CRÍTICADECINE
¡Bruja, más que bruja!
En 1999, gracias a una brillante operación publicitaria y utilizando la excusa de falso documental como hilo conductor de historia truculenta en plan found footage o, lo que es lo mismo, material encontrado, que se transmitió de boca a oreja por medio mundo, El proyecto de la bruja de Blair fue un éxito que sacó el máximo con lo mínimo. Casi veinte años después nos “endosan” esta secuela con un guión que parece escrito en un único folio –por una sola cara– con el hermano de una joven desaparecida en la primera entrega que le sigue los pasos junto a un grupo de amigos y una pareja del lugar que los acompaña, mientras cuentan la oscura historia de la susodicha bruja, castigada por los lugareños y que posteriormente llevó a cabo cumplida venganza, resarcimiento que visto lo visto prosigue. Y ahí los tenemos, adentrándose en un solitario bosque, caminando entre la hojarasca, en días grises y noches que devienen eternas, dando vueltas y vueltas entre árboles siniestros, buscando una desvencijada casa que es cuna del mal.
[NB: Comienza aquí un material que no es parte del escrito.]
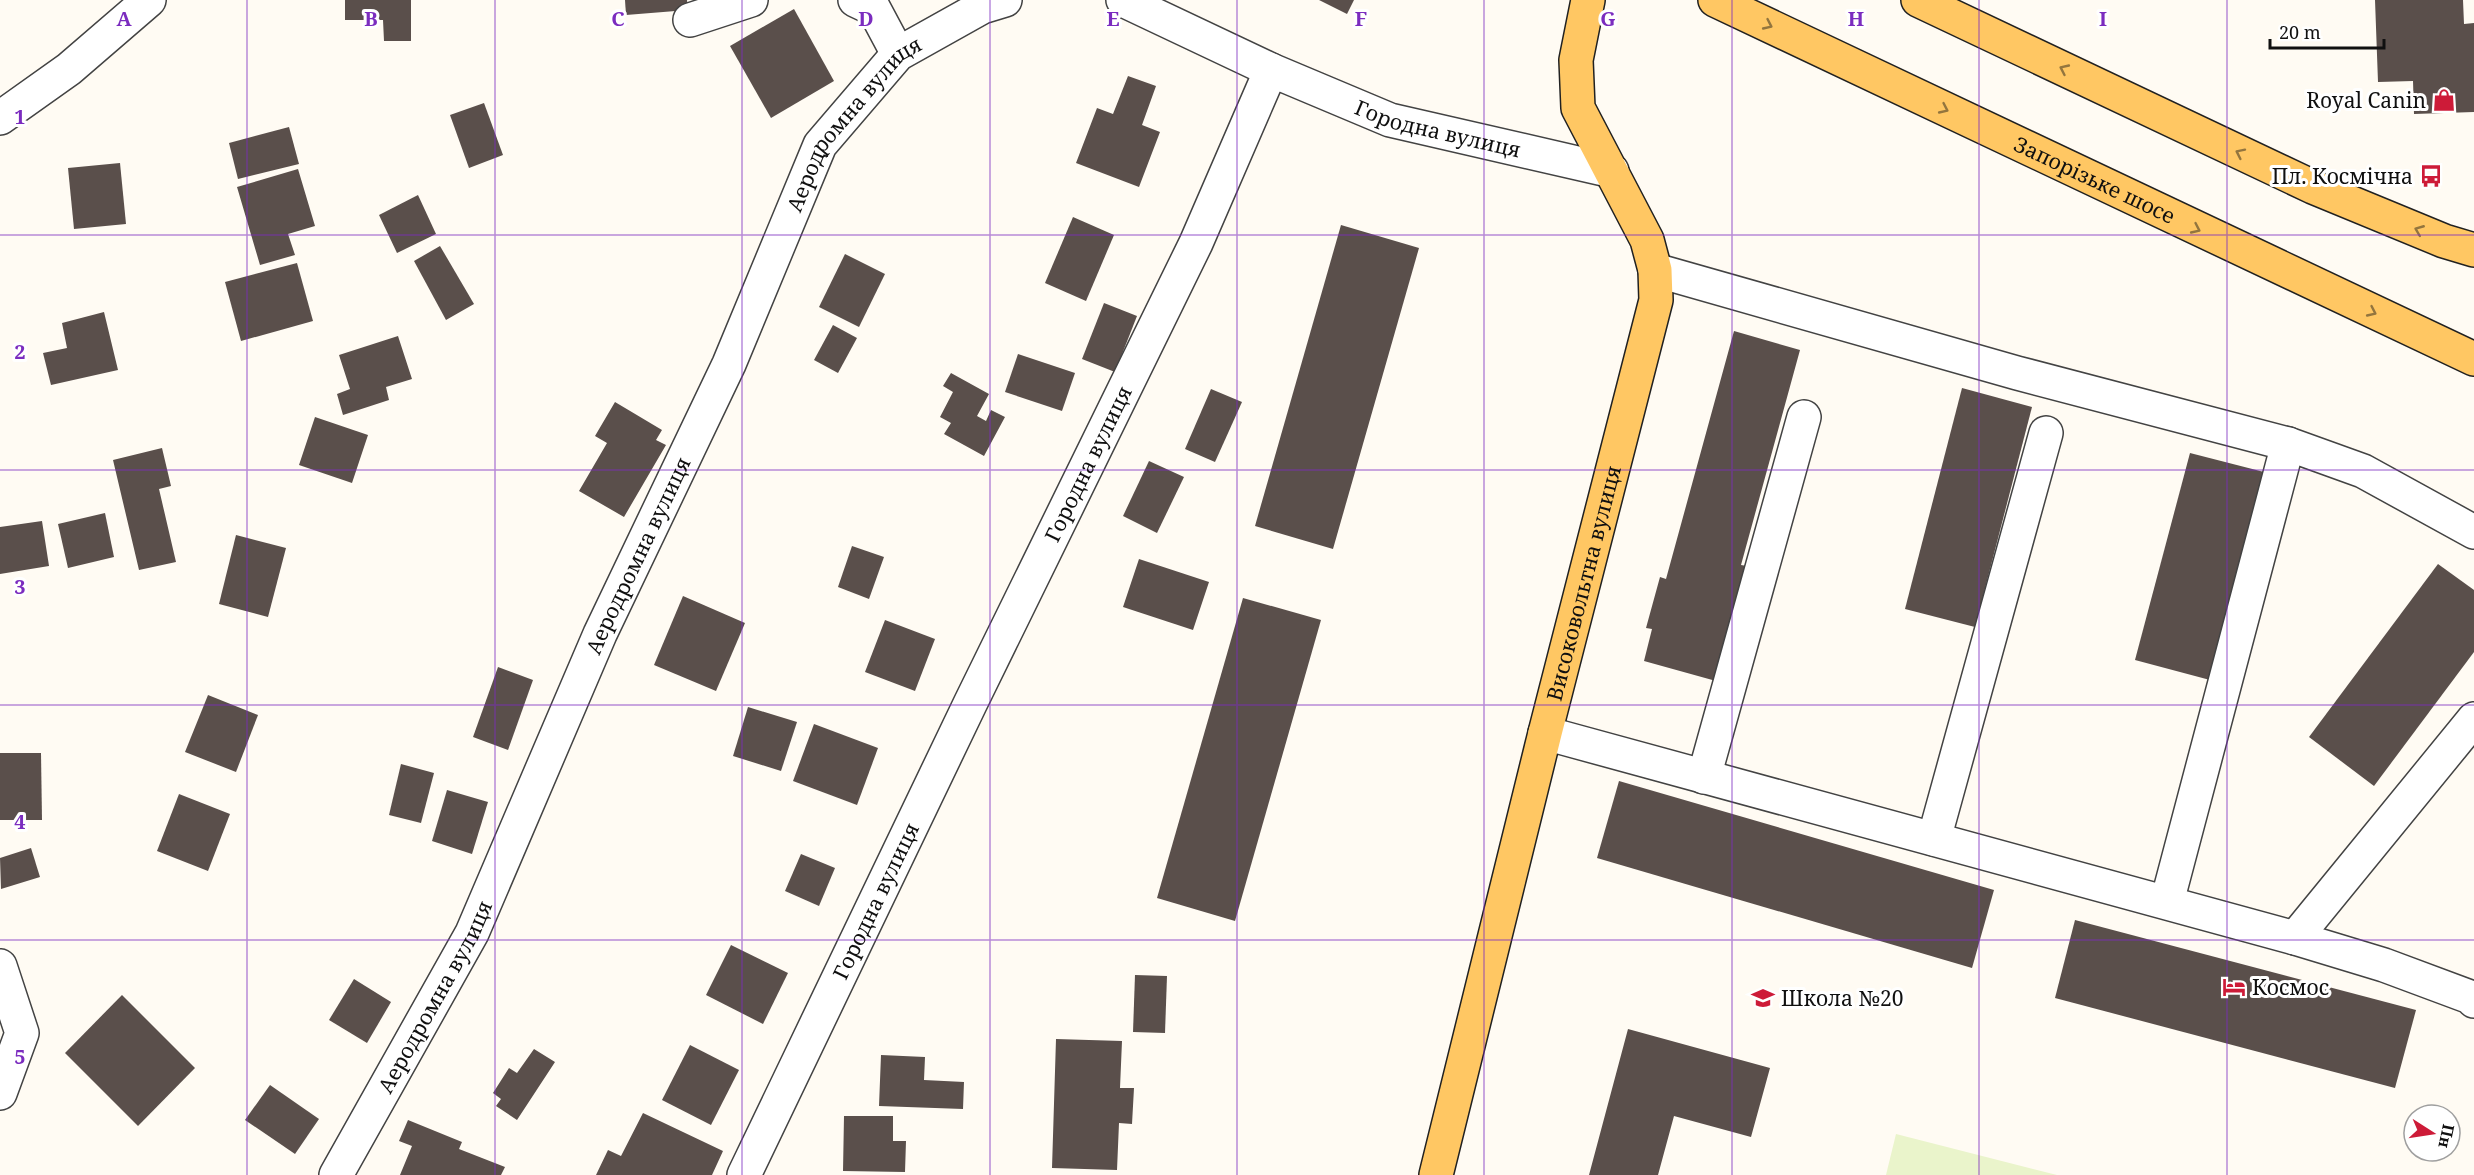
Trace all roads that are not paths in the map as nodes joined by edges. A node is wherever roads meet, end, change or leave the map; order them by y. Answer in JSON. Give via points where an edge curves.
{"nodes":[{"id":1,"x":149,"y":0,"type":"edge"},
{"id":2,"x":751,"y":0,"type":"edge"},
{"id":3,"x":855,"y":0,"type":"edge"},
{"id":4,"x":1005,"y":0,"type":"edge"},
{"id":5,"x":1124,"y":0,"type":"edge"},
{"id":6,"x":1588,"y":0,"type":"edge"},
{"id":7,"x":1715,"y":0,"type":"edge"},
{"id":8,"x":1918,"y":0,"type":"edge"},
{"id":9,"x":690,"y":20,"type":"dead end"},
{"id":10,"x":898,"y":54,"type":"junction"},
{"id":11,"x":1271,"y":70,"type":"junction"},
{"id":12,"x":0,"y":118,"type":"edge"},
{"id":13,"x":1612,"y":171,"type":"junction"},
{"id":14,"x":2474,"y":250,"type":"edge"},
{"id":15,"x":1655,"y":270,"type":"junction"},
{"id":16,"x":2474,"y":359,"type":"edge"},
{"id":17,"x":1804,"y":417,"type":"dead end"},
{"id":18,"x":2046,"y":433,"type":"dead end"},
{"id":19,"x":2288,"y":444,"type":"junction"},
{"id":20,"x":2474,"y":532,"type":"edge"},
{"id":21,"x":2474,"y":719,"type":"edge"},
{"id":22,"x":1545,"y":733,"type":"junction"},
{"id":23,"x":1704,"y":777,"type":"junction"},
{"id":24,"x":1934,"y":839,"type":"junction"},
{"id":25,"x":2167,"y":902,"type":"junction"},
{"id":26,"x":2295,"y":938,"type":"junction"},
{"id":27,"x":0,"y":966,"type":"edge"},
{"id":28,"x":2474,"y":1001,"type":"edge"},
{"id":29,"x":0,"y":1093,"type":"edge"},
{"id":30,"x":336,"y":1175,"type":"edge"},
{"id":31,"x":744,"y":1175,"type":"edge"},
{"id":32,"x":1436,"y":1175,"type":"edge"}],
"edges":[{"from":1,"to":12,"type":"street","via":[[69,69]]},
{"from":2,"to":9,"type":"street"},
{"from":3,"to":10,"type":"street","via":[[874,9]]},
{"from":4,"to":10,"type":"street","name":"Аеродромна вулиця","via":[[982,7]]},
{"from":5,"to":11,"type":"street"},
{"from":6,"to":13,"type":"main road","name":"Високовольтна вулиця","via":[[1576,60],[1578,108]]},
{"from":7,"to":16,"type":"main road","name":"Запорізьке шосе","one_way":true},
{"from":14,"to":8,"type":"main road","one_way":true,"via":[[2313,187]]},
{"from":10,"to":30,"type":"street","name":"Аеродромна вулиця","via":[[820,144],[729,364],[600,634],[472,933]]},
{"from":11,"to":13,"type":"street","name":"Городна вулиця","via":[[1390,120]]},
{"from":11,"to":31,"type":"street","name":"Городна вулиця","via":[[1196,243]]},
{"from":13,"to":15,"type":"main road","name":"Високовольтна вулиця","via":[[1647,240]]},
{"from":15,"to":19,"type":"street","via":[[2017,373]]},
{"from":15,"to":22,"type":"main road","name":"Високовольтна вулиця","via":[[1656,300]]},
{"from":17,"to":23,"type":"street"},
{"from":18,"to":24,"type":"street"},
{"from":19,"to":20,"type":"street","via":[[2363,471]]},
{"from":19,"to":25,"type":"street"},
{"from":21,"to":26,"type":"street"},
{"from":22,"to":23,"type":"street"},
{"from":22,"to":32,"type":"main road","name":"Високовольтна вулиця"},
{"from":23,"to":24,"type":"street"},
{"from":24,"to":25,"type":"street"},
{"from":25,"to":26,"type":"street"},
{"from":26,"to":28,"type":"street","via":[[2384,965]]},
{"from":27,"to":29,"type":"street","via":[[22,1033]]}]}
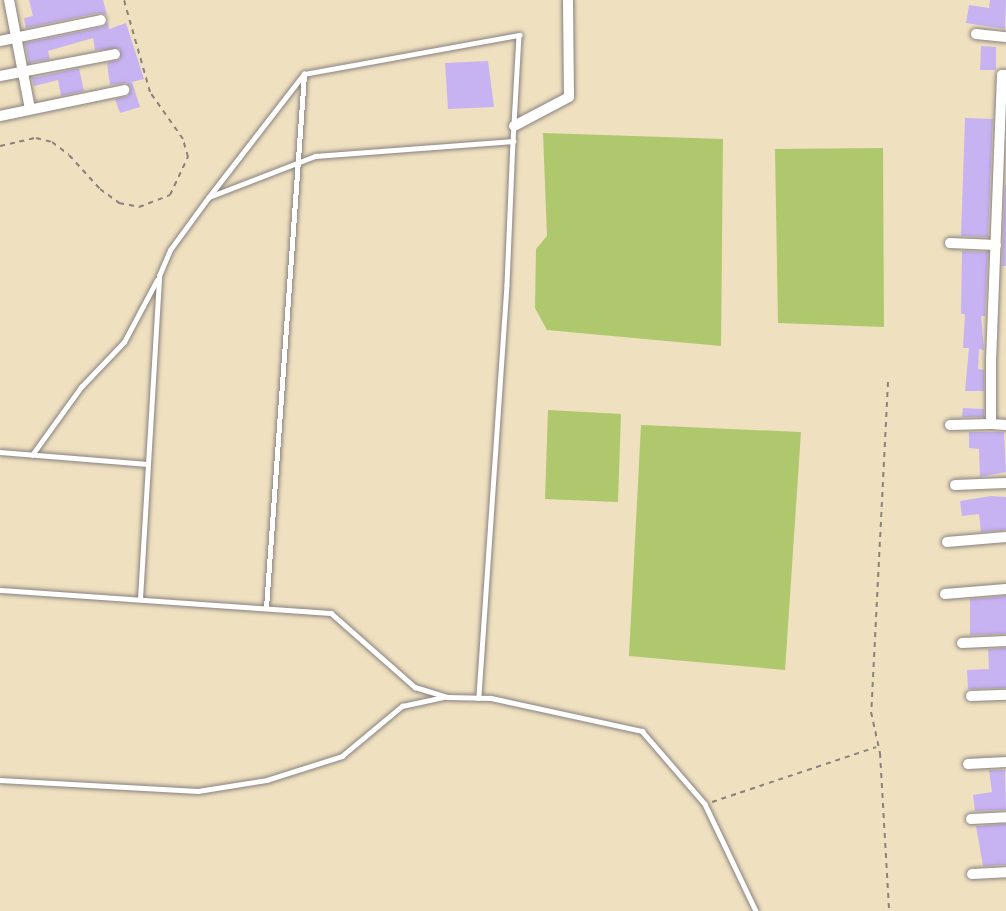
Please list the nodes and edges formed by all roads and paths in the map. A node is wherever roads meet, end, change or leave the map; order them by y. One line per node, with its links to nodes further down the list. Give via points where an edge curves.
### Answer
1 (9, 0): 4 (street); 8 (street)
2 (124, 0): 21 (path, via 150,92 183,139 188,157 170,195 139,207 119,203 52,142 36,138)
3 (568, 0): 19 (street, via 569,97)
4 (0, 2)
5 (101, 20): 8 (street)
6 (976, 34): 7 (street)
7 (1006, 37)
8 (17, 38): 9 (street); 11 (street)
9 (0, 41)
10 (115, 54): 11 (street)
11 (23, 70): 14 (street); 16 (street)
12 (304, 74): 19 (lane, via 519,35); 22 (lane); 23 (lane)
13 (1006, 75): 18 (street, via 1002,75)
14 (0, 76)
15 (124, 90): 16 (street)
16 (30, 110): 17 (street)
17 (0, 116)
18 (1003, 119): 25 (street)
19 (514, 126): 20 (lane)
20 (513, 141): 22 (lane, via 315,156); 48 (lane)
21 (0, 146)
22 (296, 163): 23 (lane); 42 (lane)
23 (208, 198): 26 (lane, via 170,250)
24 (950, 243): 25 (street)
25 (996, 245): 28 (street)
26 (159, 276): 32 (lane, via 124,342 81,387); 33 (lane)
27 (888, 382): 49 (path, via 871,712)
28 (992, 424): 29 (street); 30 (street)
29 (950, 425)
30 (1006, 425)
31 (0, 452): 32 (lane)
32 (32, 455): 33 (lane)
33 (148, 464): 41 (lane)
34 (1006, 483): 35 (street)
35 (955, 485)
36 (1006, 537): 37 (street)
37 (947, 542)
38 (1006, 589): 40 (street)
39 (0, 590): 41 (lane)
40 (945, 594)
41 (140, 599): 42 (lane)
42 (266, 608): 47 (lane, via 331,612 415,687)
43 (1006, 641): 44 (street)
44 (962, 643)
45 (1006, 695): 46 (street)
46 (971, 696)
47 (447, 697): 48 (lane); 52 (lane, via 402,706 342,756 267,780 198,791)
48 (479, 698): 53 (lane, via 642,731)
49 (877, 747): 53 (path); 59 (path)
50 (1006, 762): 51 (street)
51 (968, 764)
52 (0, 780)
53 (705, 804): 58 (lane)
54 (1006, 817): 55 (street)
55 (971, 819)
56 (1006, 872): 57 (street)
57 (972, 874)
58 (756, 911)
59 (890, 911)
Llevan cámaras hasta en las orejas, un dron y demás parafernalia, todo para acabar corriendo de aquí para allá entre símbolos primitivos, gritando hasta desgañitarse y con el director Adam Wingard mareando con sus cámaras subjetivas, que ponen de los nervios no por lo que se ve sino por cómo se ve, con cámara al hombro y ruidos continuados que llegan al paroxismo más encrespado. Y es que Blair Witch, aunque se venda como experimento visual o lo que les dé la gana, es una sandez de chichinabo en los bosques malditos de Maryland o donde les plazca. Mejor será olvidarnos de la bruja porque el que viene ahora es el coco.